Repository files navigation

BigOcrPDF

The complete OCR toolkit for Linux — turn scanned PDFs and images into searchable, editable documents.

License: GPL-3.0 Python 3.10+ GTK4 + Libadwaita


BigOcrPDF is a powerful, all-in-one OCR application that adds searchable text layers to scanned PDFs, extracts text from images, and provides a full-featured PDF editor — all from a modern, native Linux interface.

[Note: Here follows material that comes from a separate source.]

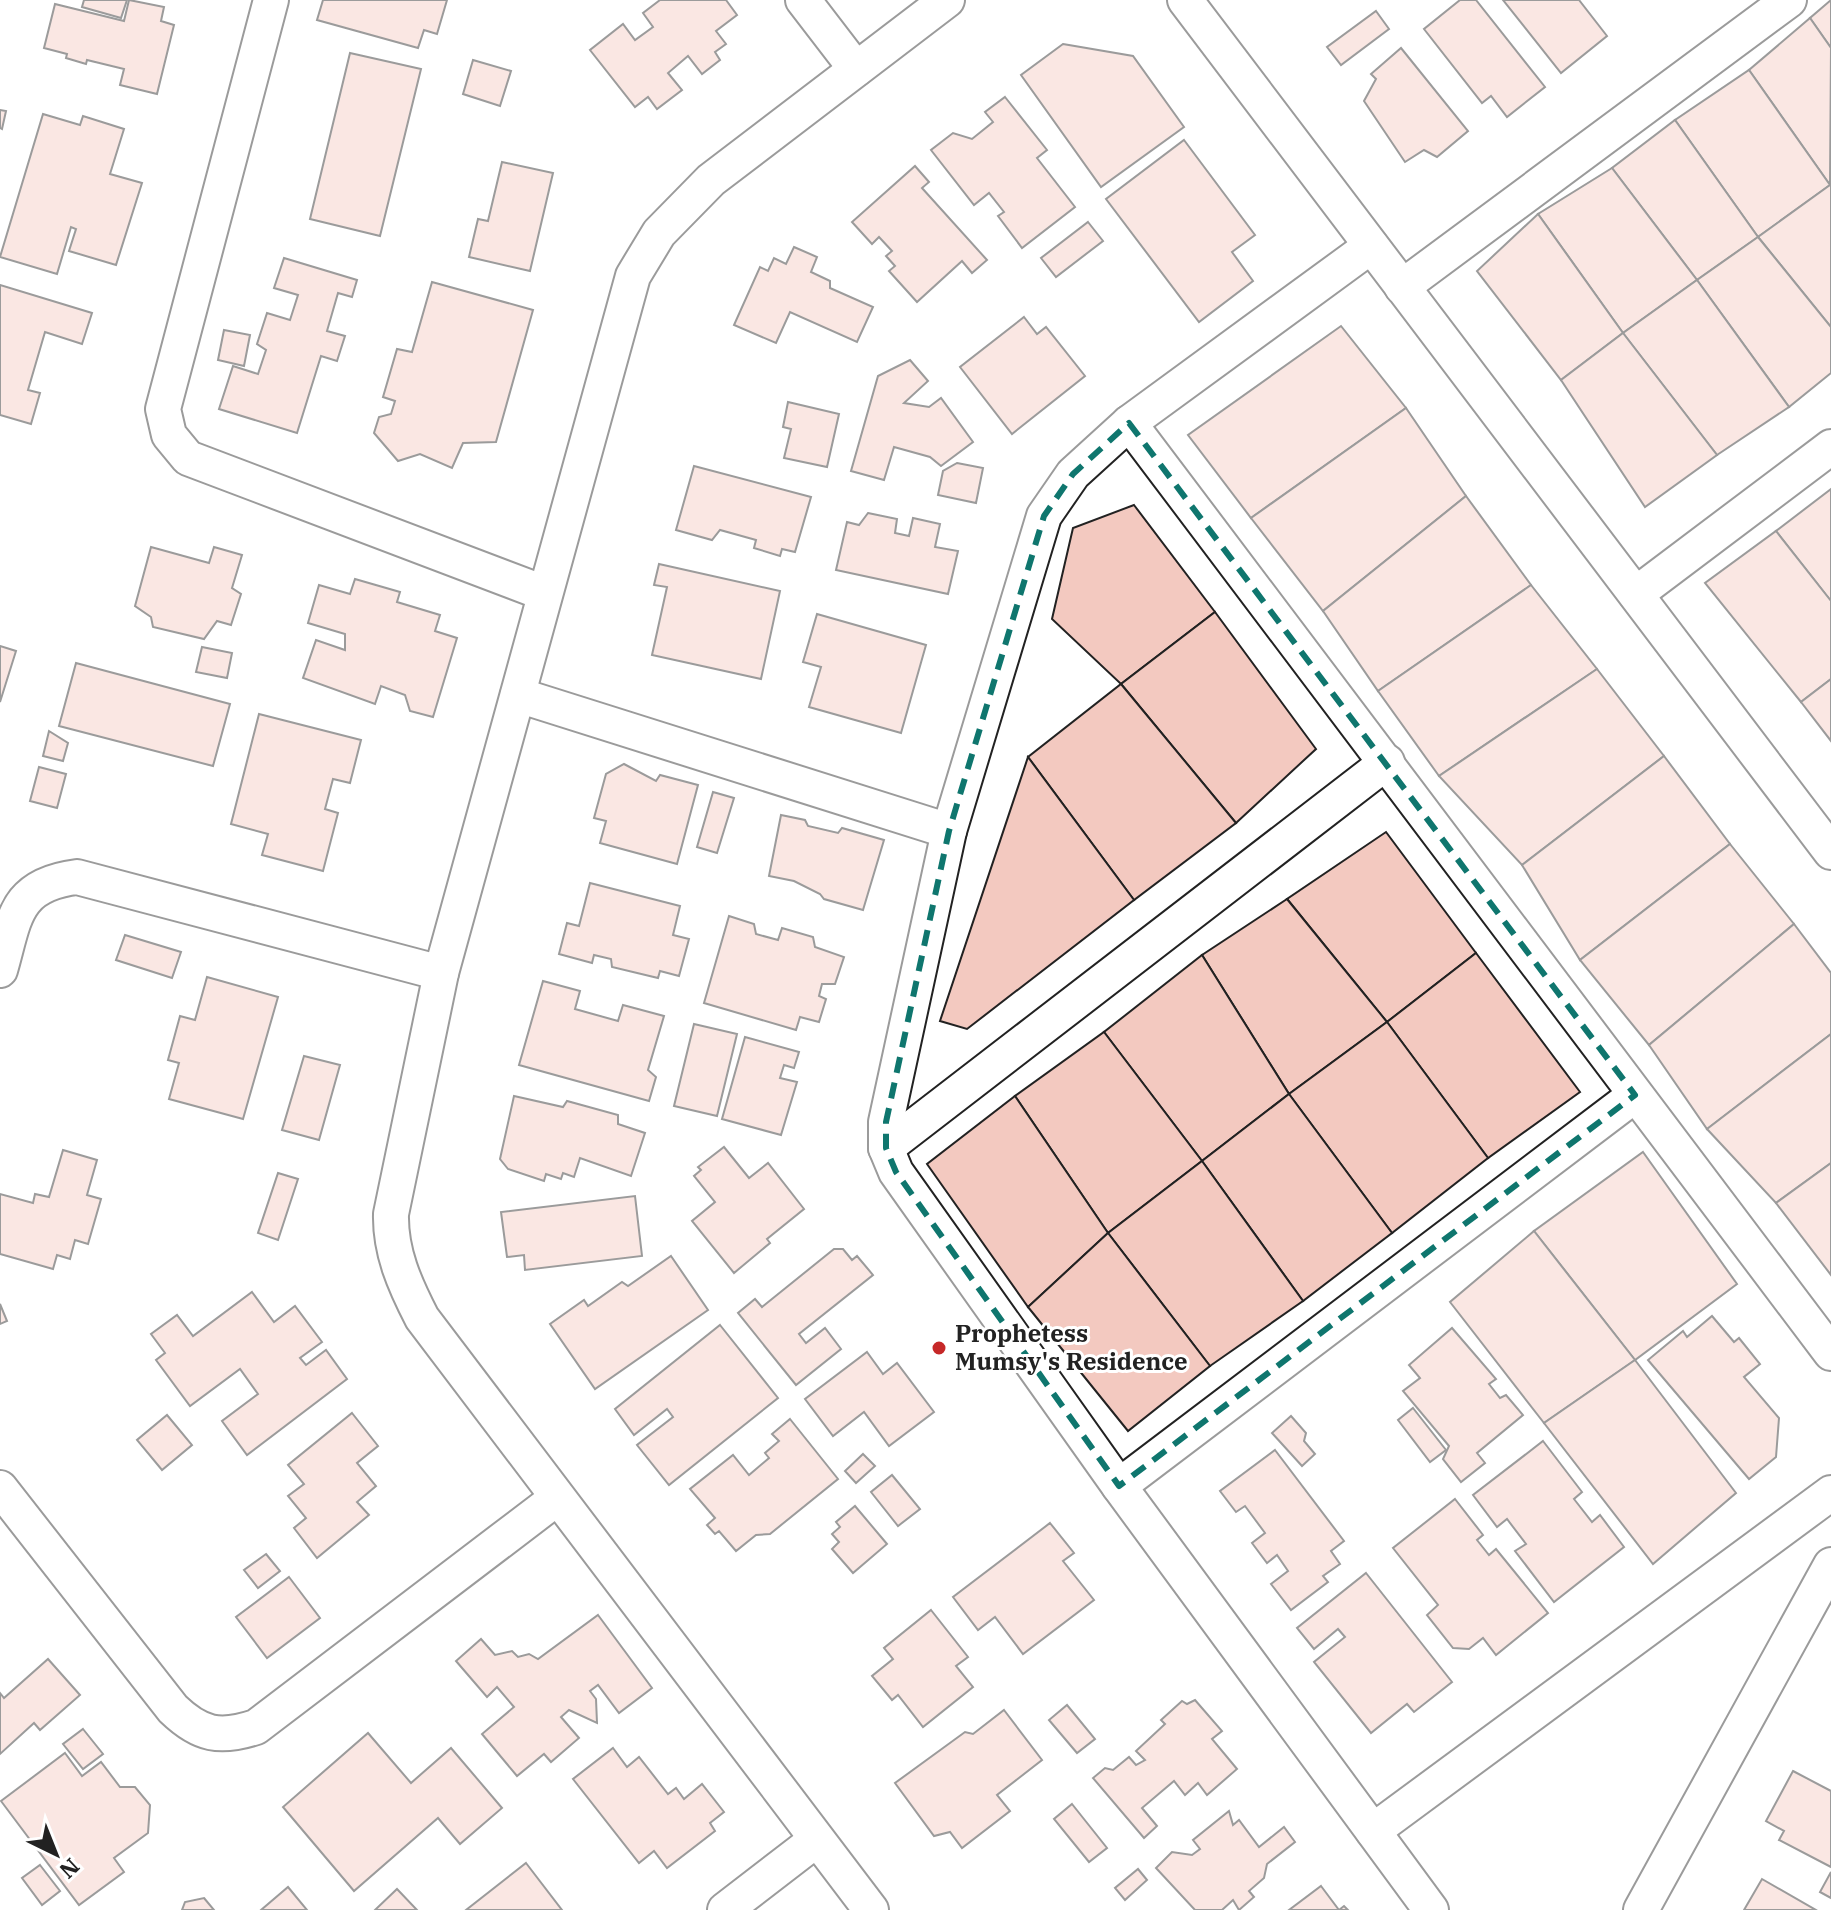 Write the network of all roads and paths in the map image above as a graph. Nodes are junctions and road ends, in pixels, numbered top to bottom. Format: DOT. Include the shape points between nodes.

Three Interfaces, One Toolkit

BigOcrPDF offers three independent interfaces that cover every stage of document work:

1. PDF OCR (bigocrpdf)

The main interface. Drop your scanned PDFs, choose your settings, and get searchable documents back. Ideal for:

  • Turning scanned paperwork, contracts, and books into searchable PDFs
  • Archiving documents as PDF/A-2b for long-term preservation
  • Batch-processing dozens of files with checkpoint/resume
  • Re-OCR'ing documents that already have a poor text layer
  • Exporting extracted text as TXT or ODF/ODT with layout detection

2. PDF Editor (bigocrpdf --edit or bigocrpdf -e)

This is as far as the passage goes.